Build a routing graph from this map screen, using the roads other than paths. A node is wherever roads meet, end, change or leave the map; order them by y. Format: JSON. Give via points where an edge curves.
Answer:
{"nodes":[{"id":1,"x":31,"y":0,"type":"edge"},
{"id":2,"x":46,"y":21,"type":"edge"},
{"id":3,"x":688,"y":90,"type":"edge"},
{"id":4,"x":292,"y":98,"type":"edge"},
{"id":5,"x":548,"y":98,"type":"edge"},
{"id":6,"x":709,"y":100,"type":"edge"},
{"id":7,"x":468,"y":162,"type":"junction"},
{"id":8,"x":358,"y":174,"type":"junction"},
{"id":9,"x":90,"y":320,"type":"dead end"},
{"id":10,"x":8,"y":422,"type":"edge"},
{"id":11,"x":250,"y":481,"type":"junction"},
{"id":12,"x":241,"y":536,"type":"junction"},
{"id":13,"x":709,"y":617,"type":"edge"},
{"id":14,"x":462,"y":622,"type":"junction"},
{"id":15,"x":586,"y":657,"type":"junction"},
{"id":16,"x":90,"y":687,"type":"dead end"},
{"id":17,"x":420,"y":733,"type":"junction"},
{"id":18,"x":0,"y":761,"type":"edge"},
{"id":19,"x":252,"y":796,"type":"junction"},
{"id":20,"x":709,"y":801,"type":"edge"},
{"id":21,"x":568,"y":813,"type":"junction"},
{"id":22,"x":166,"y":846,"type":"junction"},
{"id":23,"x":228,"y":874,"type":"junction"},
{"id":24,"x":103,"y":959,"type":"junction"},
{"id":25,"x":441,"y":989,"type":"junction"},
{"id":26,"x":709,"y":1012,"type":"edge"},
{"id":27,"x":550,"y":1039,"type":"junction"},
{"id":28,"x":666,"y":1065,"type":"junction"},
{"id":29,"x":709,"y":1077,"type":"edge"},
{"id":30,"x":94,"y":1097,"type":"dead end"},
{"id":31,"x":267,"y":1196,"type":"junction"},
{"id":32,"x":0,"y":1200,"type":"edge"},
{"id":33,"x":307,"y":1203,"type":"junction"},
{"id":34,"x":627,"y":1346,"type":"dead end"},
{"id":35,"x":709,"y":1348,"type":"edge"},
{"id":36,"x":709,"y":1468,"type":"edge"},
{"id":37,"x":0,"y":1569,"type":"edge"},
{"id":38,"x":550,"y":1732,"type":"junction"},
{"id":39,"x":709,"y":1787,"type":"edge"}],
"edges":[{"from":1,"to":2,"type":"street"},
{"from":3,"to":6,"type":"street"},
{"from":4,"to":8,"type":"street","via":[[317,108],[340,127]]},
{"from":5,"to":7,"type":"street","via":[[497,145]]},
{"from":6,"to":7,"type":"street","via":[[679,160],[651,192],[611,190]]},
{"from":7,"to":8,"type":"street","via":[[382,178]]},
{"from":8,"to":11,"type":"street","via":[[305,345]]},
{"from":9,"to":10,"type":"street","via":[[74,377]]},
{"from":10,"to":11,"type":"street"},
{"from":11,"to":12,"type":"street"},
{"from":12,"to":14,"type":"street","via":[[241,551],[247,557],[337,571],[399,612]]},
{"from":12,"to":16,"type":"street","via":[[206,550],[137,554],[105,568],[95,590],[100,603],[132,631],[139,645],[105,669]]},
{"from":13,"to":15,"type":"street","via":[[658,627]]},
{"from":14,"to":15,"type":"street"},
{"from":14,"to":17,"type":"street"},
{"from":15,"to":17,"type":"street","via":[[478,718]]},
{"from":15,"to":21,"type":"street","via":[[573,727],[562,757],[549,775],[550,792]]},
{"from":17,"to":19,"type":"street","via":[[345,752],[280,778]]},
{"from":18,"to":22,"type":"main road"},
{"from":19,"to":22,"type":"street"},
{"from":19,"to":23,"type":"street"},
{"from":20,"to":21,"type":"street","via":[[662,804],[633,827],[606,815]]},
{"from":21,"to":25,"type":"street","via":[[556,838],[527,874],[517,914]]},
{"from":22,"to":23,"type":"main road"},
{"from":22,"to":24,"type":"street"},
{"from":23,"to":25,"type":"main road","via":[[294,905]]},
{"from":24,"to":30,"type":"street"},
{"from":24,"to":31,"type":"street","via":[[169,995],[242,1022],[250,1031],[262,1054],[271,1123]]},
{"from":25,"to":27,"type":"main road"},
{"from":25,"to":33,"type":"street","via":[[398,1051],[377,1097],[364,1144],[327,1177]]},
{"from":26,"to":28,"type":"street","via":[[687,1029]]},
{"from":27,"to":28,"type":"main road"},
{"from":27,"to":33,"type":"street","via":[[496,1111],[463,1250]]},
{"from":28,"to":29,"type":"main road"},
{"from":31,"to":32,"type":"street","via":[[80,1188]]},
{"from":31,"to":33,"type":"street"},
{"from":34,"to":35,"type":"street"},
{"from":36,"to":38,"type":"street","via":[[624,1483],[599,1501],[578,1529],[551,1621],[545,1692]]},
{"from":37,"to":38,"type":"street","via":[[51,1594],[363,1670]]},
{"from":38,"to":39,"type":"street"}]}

### Goal of the exercise
Type out the entries again, word for word.

### Answer section
Build a routing graph from this map screen, using the roads other than paths. A node is wherever roads meet, end, change or leave the map; order them by y. Format: JSON. Give via points where an edge curves.
Answer:
{"nodes":[{"id":1,"x":31,"y":0,"type":"edge"},
{"id":2,"x":46,"y":21,"type":"edge"},
{"id":3,"x":688,"y":90,"type":"edge"},
{"id":4,"x":292,"y":98,"type":"edge"},
{"id":5,"x":548,"y":98,"type":"edge"},
{"id":6,"x":709,"y":100,"type":"edge"},
{"id":7,"x":468,"y":162,"type":"junction"},
{"id":8,"x":358,"y":174,"type":"junction"},
{"id":9,"x":90,"y":320,"type":"dead end"},
{"id":10,"x":8,"y":422,"type":"edge"},
{"id":11,"x":250,"y":481,"type":"junction"},
{"id":12,"x":241,"y":536,"type":"junction"},
{"id":13,"x":709,"y":617,"type":"edge"},
{"id":14,"x":462,"y":622,"type":"junction"},
{"id":15,"x":586,"y":657,"type":"junction"},
{"id":16,"x":90,"y":687,"type":"dead end"},
{"id":17,"x":420,"y":733,"type":"junction"},
{"id":18,"x":0,"y":761,"type":"edge"},
{"id":19,"x":252,"y":796,"type":"junction"},
{"id":20,"x":709,"y":801,"type":"edge"},
{"id":21,"x":568,"y":813,"type":"junction"},
{"id":22,"x":166,"y":846,"type":"junction"},
{"id":23,"x":228,"y":874,"type":"junction"},
{"id":24,"x":103,"y":959,"type":"junction"},
{"id":25,"x":441,"y":989,"type":"junction"},
{"id":26,"x":709,"y":1012,"type":"edge"},
{"id":27,"x":550,"y":1039,"type":"junction"},
{"id":28,"x":666,"y":1065,"type":"junction"},
{"id":29,"x":709,"y":1077,"type":"edge"},
{"id":30,"x":94,"y":1097,"type":"dead end"},
{"id":31,"x":267,"y":1196,"type":"junction"},
{"id":32,"x":0,"y":1200,"type":"edge"},
{"id":33,"x":307,"y":1203,"type":"junction"},
{"id":34,"x":627,"y":1346,"type":"dead end"},
{"id":35,"x":709,"y":1348,"type":"edge"},
{"id":36,"x":709,"y":1468,"type":"edge"},
{"id":37,"x":0,"y":1569,"type":"edge"},
{"id":38,"x":550,"y":1732,"type":"junction"},
{"id":39,"x":709,"y":1787,"type":"edge"}],
"edges":[{"from":1,"to":2,"type":"street"},
{"from":3,"to":6,"type":"street"},
{"from":4,"to":8,"type":"street","via":[[317,108],[340,127]]},
{"from":5,"to":7,"type":"street","via":[[497,145]]},
{"from":6,"to":7,"type":"street","via":[[679,160],[651,192],[611,190]]},
{"from":7,"to":8,"type":"street","via":[[382,178]]},
{"from":8,"to":11,"type":"street","via":[[305,345]]},
{"from":9,"to":10,"type":"street","via":[[74,377]]},
{"from":10,"to":11,"type":"street"},
{"from":11,"to":12,"type":"street"},
{"from":12,"to":14,"type":"street","via":[[241,551],[247,557],[337,571],[399,612]]},
{"from":12,"to":16,"type":"street","via":[[206,550],[137,554],[105,568],[95,590],[100,603],[132,631],[139,645],[105,669]]},
{"from":13,"to":15,"type":"street","via":[[658,627]]},
{"from":14,"to":15,"type":"street"},
{"from":14,"to":17,"type":"street"},
{"from":15,"to":17,"type":"street","via":[[478,718]]},
{"from":15,"to":21,"type":"street","via":[[573,727],[562,757],[549,775],[550,792]]},
{"from":17,"to":19,"type":"street","via":[[345,752],[280,778]]},
{"from":18,"to":22,"type":"main road"},
{"from":19,"to":22,"type":"street"},
{"from":19,"to":23,"type":"street"},
{"from":20,"to":21,"type":"street","via":[[662,804],[633,827],[606,815]]},
{"from":21,"to":25,"type":"street","via":[[556,838],[527,874],[517,914]]},
{"from":22,"to":23,"type":"main road"},
{"from":22,"to":24,"type":"street"},
{"from":23,"to":25,"type":"main road","via":[[294,905]]},
{"from":24,"to":30,"type":"street"},
{"from":24,"to":31,"type":"street","via":[[169,995],[242,1022],[250,1031],[262,1054],[271,1123]]},
{"from":25,"to":27,"type":"main road"},
{"from":25,"to":33,"type":"street","via":[[398,1051],[377,1097],[364,1144],[327,1177]]},
{"from":26,"to":28,"type":"street","via":[[687,1029]]},
{"from":27,"to":28,"type":"main road"},
{"from":27,"to":33,"type":"street","via":[[496,1111],[463,1250]]},
{"from":28,"to":29,"type":"main road"},
{"from":31,"to":32,"type":"street","via":[[80,1188]]},
{"from":31,"to":33,"type":"street"},
{"from":34,"to":35,"type":"street"},
{"from":36,"to":38,"type":"street","via":[[624,1483],[599,1501],[578,1529],[551,1621],[545,1692]]},
{"from":37,"to":38,"type":"street","via":[[51,1594],[363,1670]]},
{"from":38,"to":39,"type":"street"}]}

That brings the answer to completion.